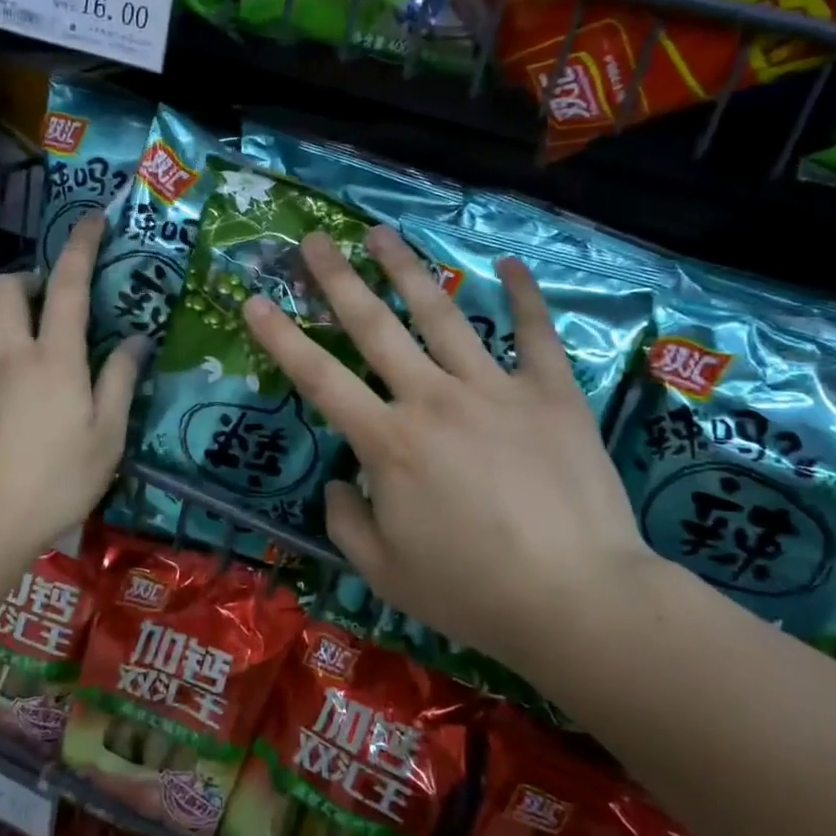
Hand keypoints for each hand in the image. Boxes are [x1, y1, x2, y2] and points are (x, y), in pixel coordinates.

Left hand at [0, 212, 145, 560]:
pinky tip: (3, 390)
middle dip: (30, 278)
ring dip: (7, 314)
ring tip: (29, 345)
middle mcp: (7, 352)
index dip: (81, 245)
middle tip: (52, 303)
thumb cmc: (55, 481)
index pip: (68, 284)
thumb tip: (135, 339)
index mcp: (53, 357)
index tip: (92, 219)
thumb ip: (120, 380)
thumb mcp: (107, 437)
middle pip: (7, 287)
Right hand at [241, 225, 654, 673]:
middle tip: (314, 240)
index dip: (281, 337)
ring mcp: (494, 388)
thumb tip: (336, 483)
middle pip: (374, 325)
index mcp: (388, 443)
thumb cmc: (474, 593)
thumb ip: (346, 523)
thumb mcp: (385, 575)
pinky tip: (509, 263)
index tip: (254, 300)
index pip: (319, 378)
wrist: (580, 602)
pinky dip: (522, 295)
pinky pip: (534, 333)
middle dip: (337, 279)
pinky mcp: (551, 392)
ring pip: (442, 313)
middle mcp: (433, 399)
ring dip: (407, 269)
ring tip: (382, 234)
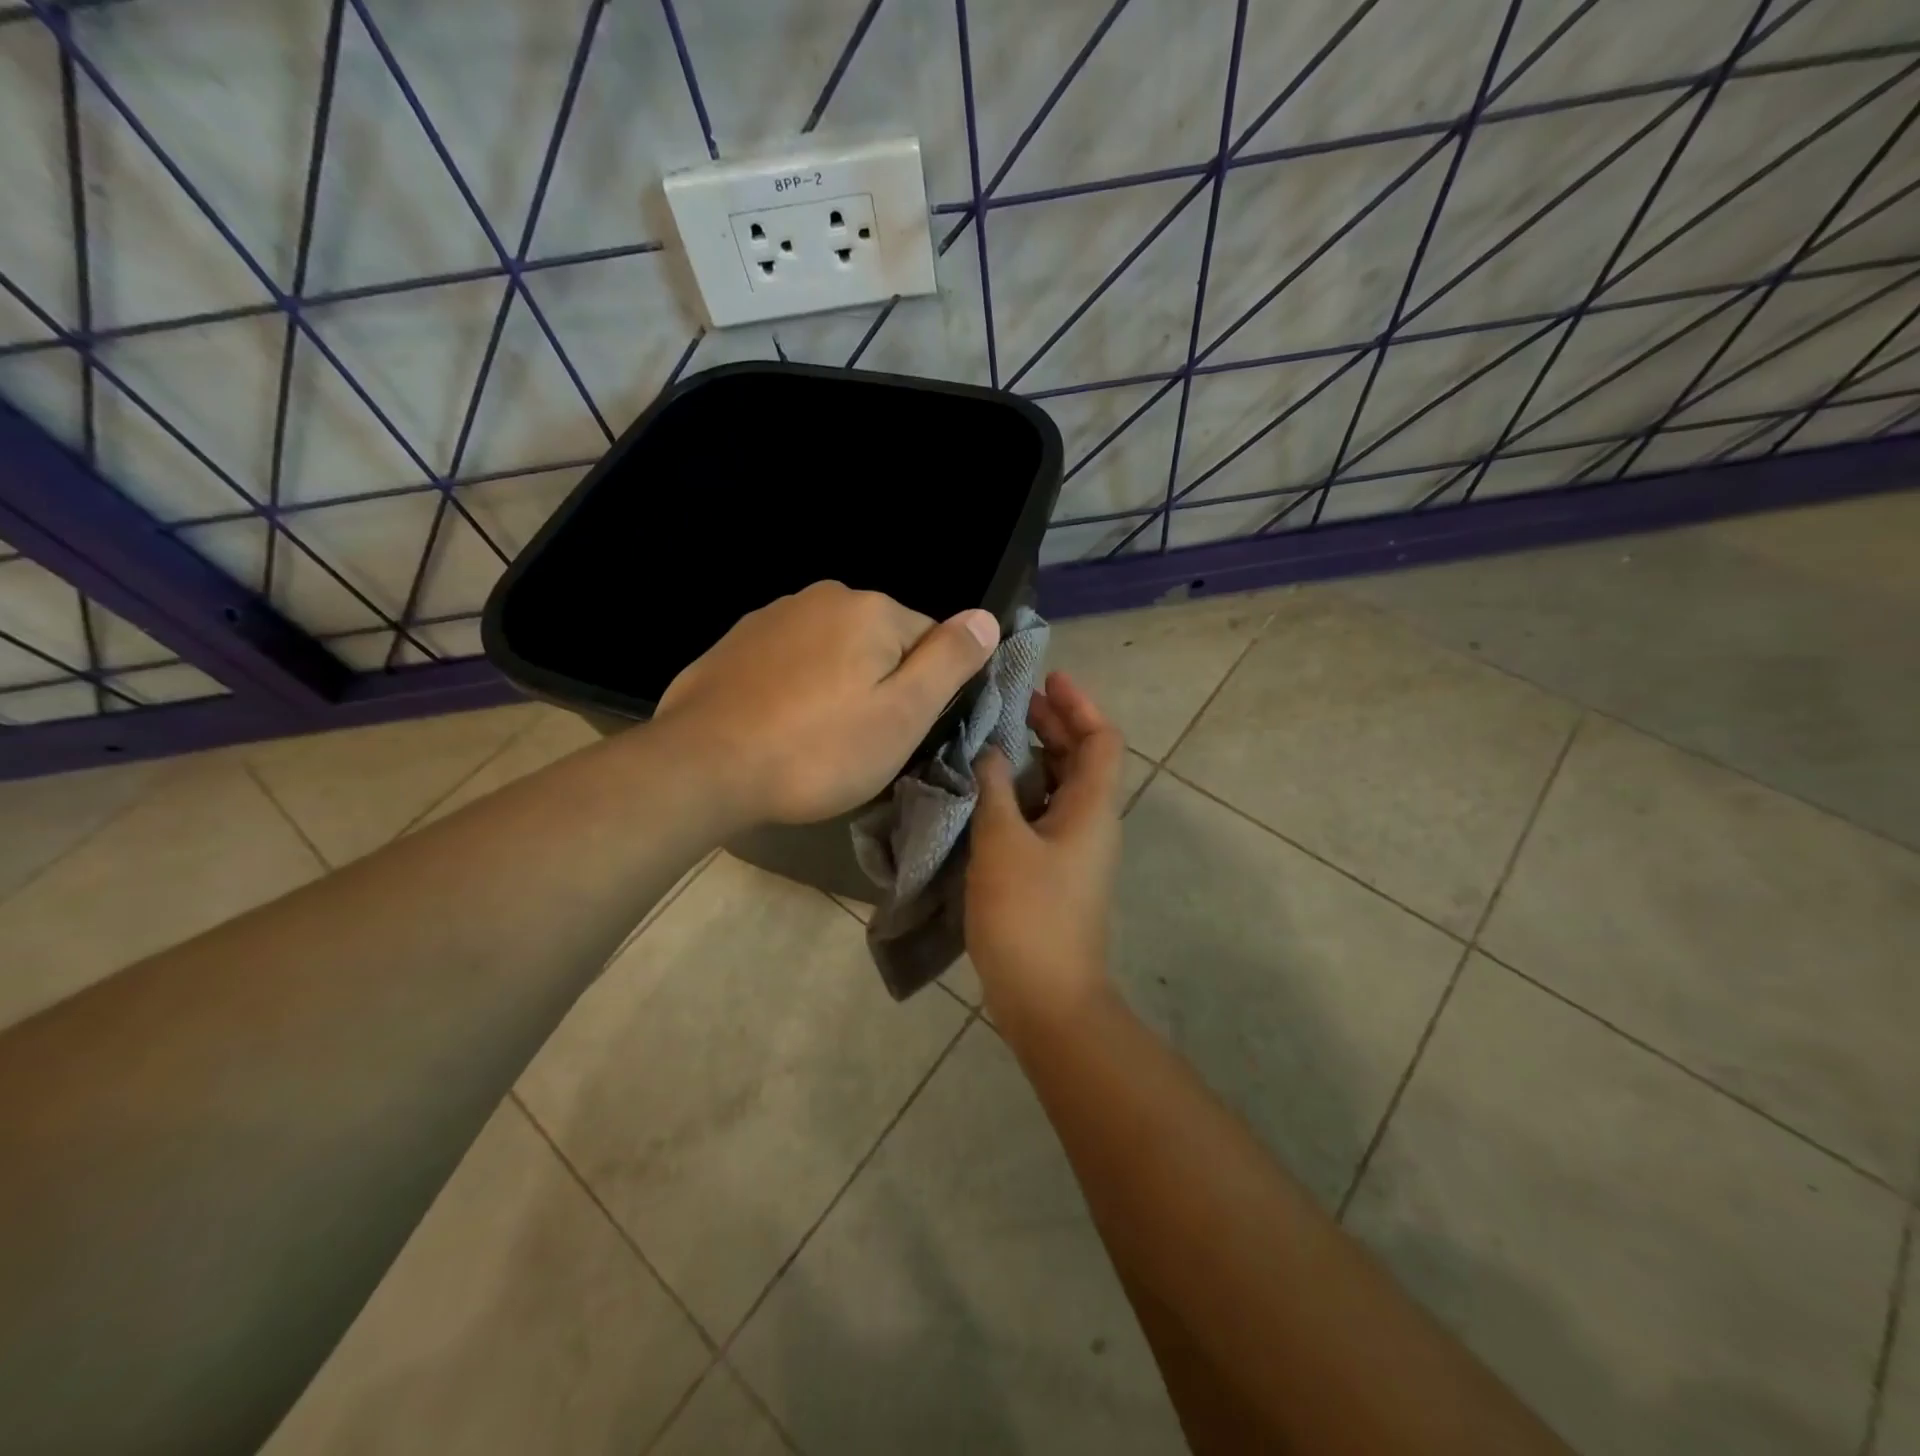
═══
EXERCISE REQUIREMENTS -> In the copy, include no pictures, but repeat the listing exactly.

EXERCISE OUTPUT ->
Hand keypoints for each hand in the image. Boxes are [x1, y1, x2, y2] and points are (x, y), in pixel coordinates.

Left hand at [0, 212, 145, 560]:
pinky tip: (3, 390)
middle dip: (30, 278)
ring dip: (7, 314)
ring tip: (29, 345)
middle mcp: (7, 352)
index dip: (81, 245)
middle tip: (52, 303)
thumb cmc: (55, 481)
index pip: (68, 284)
thumb tip: (135, 339)
index mcp: (53, 357)
index tip: (92, 219)
thumb ip: (120, 380)
thumb mcp: (107, 437)
middle pip: (7, 287)
Right hand at [241, 225, 654, 673]:
middle tip: (314, 240)
index dip: (281, 337)
ring mcp: (494, 388)
thumb tip: (336, 483)
middle pip: (374, 325)
index mcp: (388, 443)
thumb cmc: (474, 593)
thumb ip: (346, 523)
thumb mcp: (385, 575)
pinky tip: (509, 263)
index tip: (254, 300)
index pip: (319, 378)
wrist: (580, 602)
pinky dip: (522, 295)
pinky pip: (534, 333)
middle dip: (337, 279)
pinky mcp: (551, 392)
ring pip: (442, 313)
middle mcp: (433, 399)
ring dip: (407, 269)
ring tip: (382, 234)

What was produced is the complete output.